Stored items:
Content starts
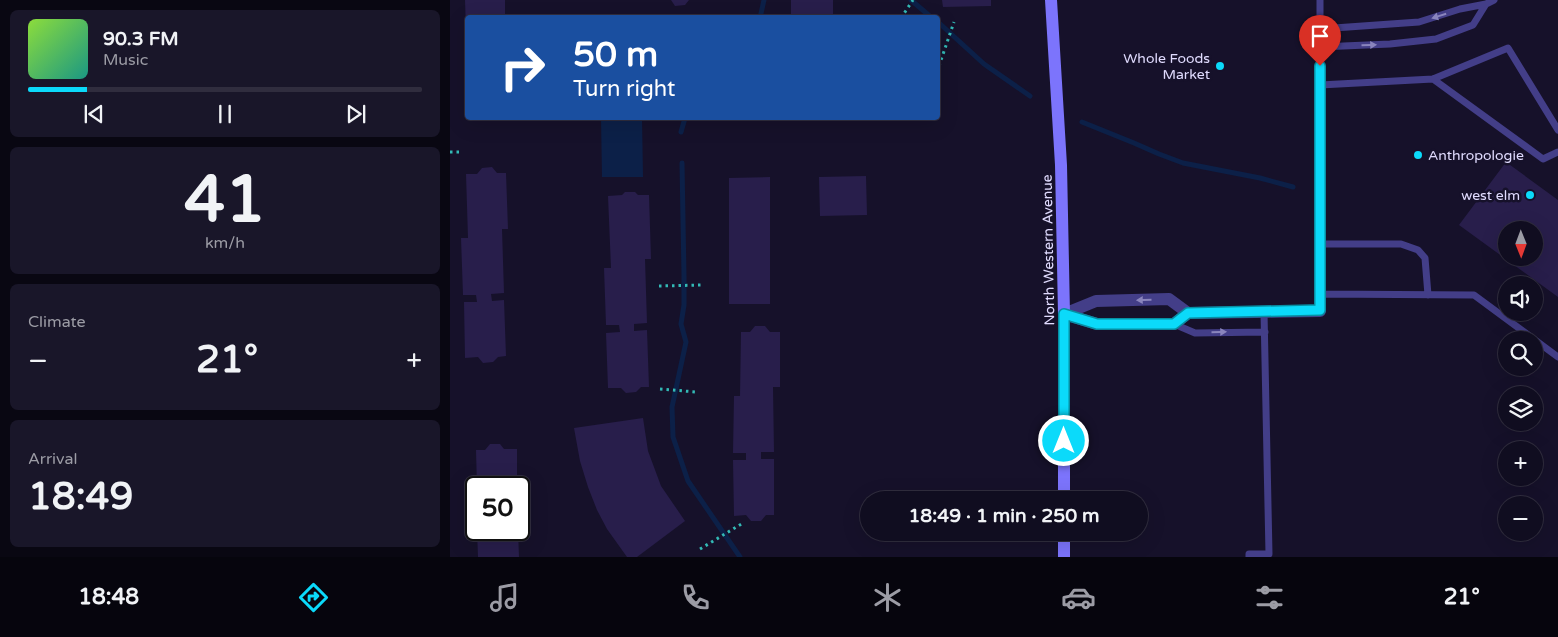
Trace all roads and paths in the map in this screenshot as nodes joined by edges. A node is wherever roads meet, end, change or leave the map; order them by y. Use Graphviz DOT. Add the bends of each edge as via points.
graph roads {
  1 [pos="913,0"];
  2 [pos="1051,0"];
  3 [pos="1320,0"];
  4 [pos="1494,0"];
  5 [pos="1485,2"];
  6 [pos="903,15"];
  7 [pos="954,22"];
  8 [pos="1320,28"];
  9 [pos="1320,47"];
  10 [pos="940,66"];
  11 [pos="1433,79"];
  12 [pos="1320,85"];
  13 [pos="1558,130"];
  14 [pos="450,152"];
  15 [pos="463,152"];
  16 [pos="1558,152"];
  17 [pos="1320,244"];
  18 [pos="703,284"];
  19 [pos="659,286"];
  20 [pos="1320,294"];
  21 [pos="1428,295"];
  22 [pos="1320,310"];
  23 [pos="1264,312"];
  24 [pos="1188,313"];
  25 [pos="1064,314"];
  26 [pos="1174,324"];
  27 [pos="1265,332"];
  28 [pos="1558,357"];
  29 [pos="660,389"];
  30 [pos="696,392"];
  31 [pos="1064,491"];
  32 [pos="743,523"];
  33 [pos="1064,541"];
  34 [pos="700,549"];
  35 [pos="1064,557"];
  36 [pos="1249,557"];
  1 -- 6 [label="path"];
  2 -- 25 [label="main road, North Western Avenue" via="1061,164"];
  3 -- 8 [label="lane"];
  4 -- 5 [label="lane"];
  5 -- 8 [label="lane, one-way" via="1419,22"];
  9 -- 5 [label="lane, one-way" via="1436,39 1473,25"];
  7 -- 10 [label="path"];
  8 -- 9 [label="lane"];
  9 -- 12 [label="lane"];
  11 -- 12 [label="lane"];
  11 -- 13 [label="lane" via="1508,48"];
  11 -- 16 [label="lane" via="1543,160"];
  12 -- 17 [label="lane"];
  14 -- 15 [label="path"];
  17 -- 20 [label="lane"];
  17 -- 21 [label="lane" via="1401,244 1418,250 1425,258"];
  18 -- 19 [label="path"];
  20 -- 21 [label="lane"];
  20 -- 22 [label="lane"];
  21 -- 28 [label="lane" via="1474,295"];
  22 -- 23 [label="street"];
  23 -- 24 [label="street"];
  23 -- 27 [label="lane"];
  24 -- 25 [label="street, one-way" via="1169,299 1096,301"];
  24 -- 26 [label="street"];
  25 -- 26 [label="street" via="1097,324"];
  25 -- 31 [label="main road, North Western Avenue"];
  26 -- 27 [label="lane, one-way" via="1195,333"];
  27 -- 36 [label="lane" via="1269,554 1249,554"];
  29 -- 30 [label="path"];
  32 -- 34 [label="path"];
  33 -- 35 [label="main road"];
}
Content ends
Content starts
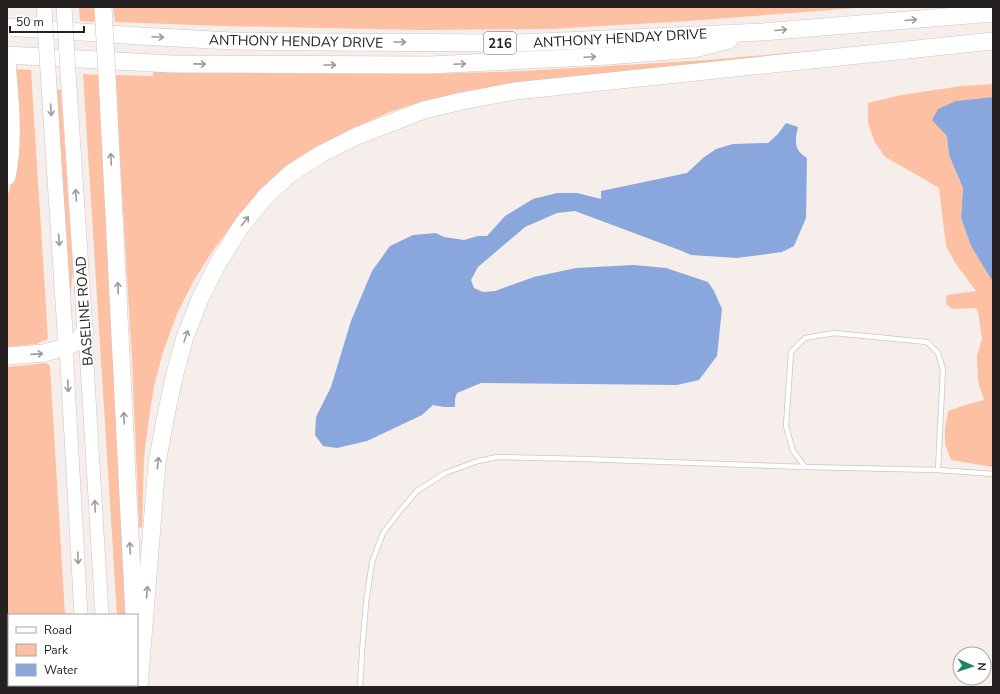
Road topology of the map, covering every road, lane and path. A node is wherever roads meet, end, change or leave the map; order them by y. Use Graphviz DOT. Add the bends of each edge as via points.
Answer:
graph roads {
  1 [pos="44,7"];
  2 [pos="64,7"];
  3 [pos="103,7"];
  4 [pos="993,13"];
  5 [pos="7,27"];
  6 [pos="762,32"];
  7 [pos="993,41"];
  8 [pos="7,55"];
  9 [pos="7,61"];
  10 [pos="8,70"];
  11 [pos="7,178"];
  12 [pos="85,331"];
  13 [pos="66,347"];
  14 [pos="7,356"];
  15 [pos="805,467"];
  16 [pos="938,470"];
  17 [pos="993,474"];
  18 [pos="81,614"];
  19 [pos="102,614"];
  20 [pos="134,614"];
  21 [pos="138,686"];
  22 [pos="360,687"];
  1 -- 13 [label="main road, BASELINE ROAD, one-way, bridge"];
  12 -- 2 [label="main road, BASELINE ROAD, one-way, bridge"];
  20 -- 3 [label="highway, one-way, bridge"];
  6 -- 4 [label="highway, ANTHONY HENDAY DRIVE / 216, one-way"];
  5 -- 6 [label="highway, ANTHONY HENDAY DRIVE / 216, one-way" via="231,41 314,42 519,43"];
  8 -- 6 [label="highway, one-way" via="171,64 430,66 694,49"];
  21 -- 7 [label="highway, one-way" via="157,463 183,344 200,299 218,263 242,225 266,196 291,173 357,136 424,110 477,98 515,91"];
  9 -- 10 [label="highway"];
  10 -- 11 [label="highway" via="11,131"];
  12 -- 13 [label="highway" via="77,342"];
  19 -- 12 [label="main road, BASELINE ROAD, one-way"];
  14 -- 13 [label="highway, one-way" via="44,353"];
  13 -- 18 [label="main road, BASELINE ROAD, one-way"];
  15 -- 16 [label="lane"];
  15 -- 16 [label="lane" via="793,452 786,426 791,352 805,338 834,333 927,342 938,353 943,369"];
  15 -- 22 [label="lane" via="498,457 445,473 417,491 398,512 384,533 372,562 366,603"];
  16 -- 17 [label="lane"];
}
Content ends
Content starts
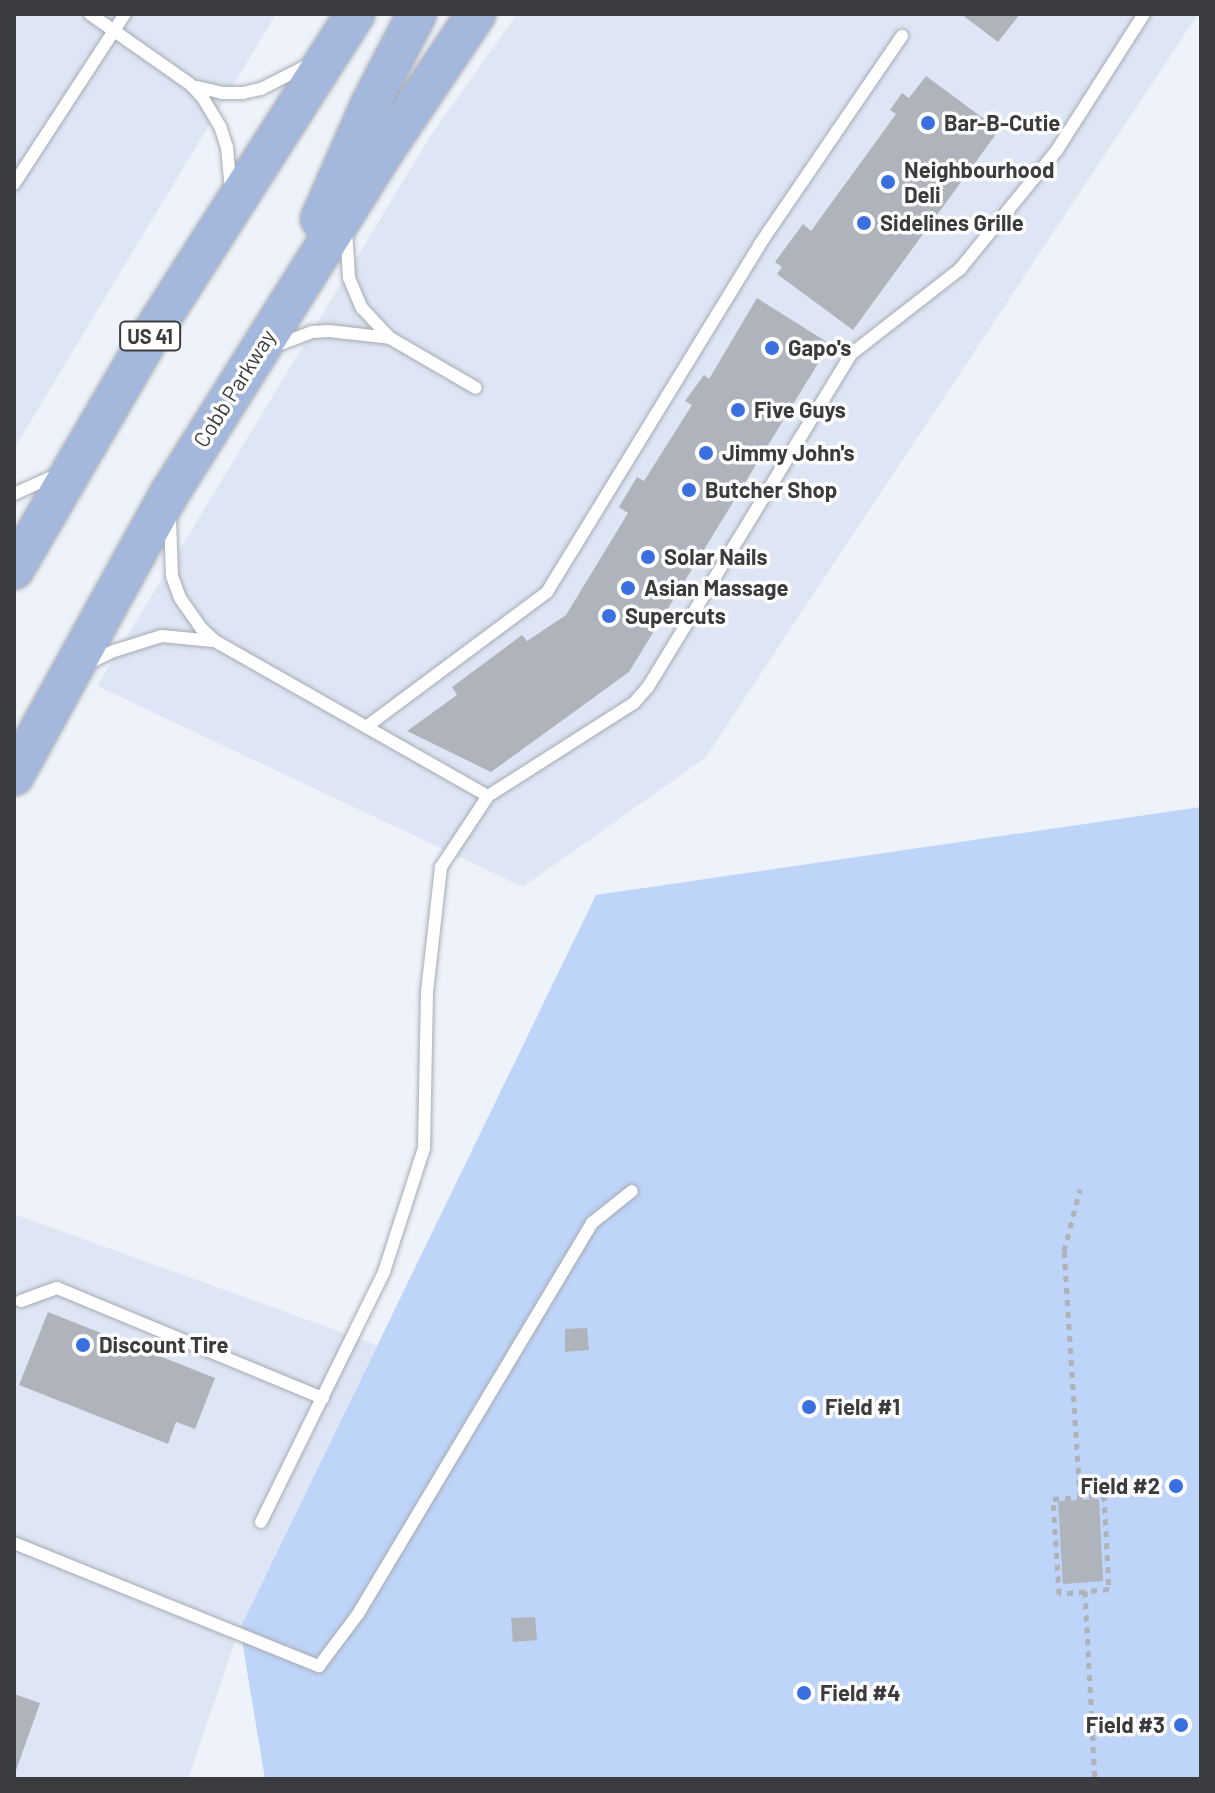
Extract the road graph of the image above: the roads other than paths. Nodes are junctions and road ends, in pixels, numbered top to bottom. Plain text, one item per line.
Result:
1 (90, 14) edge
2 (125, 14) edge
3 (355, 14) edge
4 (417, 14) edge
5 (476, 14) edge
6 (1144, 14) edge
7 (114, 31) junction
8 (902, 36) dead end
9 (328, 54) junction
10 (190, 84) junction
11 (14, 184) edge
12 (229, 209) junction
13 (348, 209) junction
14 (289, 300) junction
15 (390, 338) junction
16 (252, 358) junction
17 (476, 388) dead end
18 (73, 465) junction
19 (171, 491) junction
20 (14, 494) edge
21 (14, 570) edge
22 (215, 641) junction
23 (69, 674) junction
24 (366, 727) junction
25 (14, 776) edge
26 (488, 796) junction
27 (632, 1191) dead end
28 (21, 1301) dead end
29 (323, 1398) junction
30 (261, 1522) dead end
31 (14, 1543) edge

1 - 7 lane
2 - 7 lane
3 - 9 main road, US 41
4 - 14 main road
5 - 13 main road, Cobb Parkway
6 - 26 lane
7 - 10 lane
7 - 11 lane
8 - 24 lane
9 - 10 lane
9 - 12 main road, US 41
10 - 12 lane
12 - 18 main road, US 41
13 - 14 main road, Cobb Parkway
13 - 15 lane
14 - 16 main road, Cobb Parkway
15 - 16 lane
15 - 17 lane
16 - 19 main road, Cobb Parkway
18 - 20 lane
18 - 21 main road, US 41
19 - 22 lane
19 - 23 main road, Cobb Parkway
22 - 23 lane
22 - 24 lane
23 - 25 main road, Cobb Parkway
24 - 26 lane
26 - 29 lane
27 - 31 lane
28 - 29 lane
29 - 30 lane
Content ends
▶ **Problem statement**:
Which lines of the data include the string "bends"? Find them and copy each one.

▶ **Answer to this task**:
Trace all roads and paths in the map in this screenshot as nodes joined by edges. A node is wherever roads meet, end, change or leave the map; order them by y. Use Graphviz DOT. Add the bends of each edge as via points.
Road topology of the map, covering every road, lane and path. A node is wherever roads meet, end, change or leave the map; order them by y. Use Graphviz DOT. Add the bends of each edge as via points.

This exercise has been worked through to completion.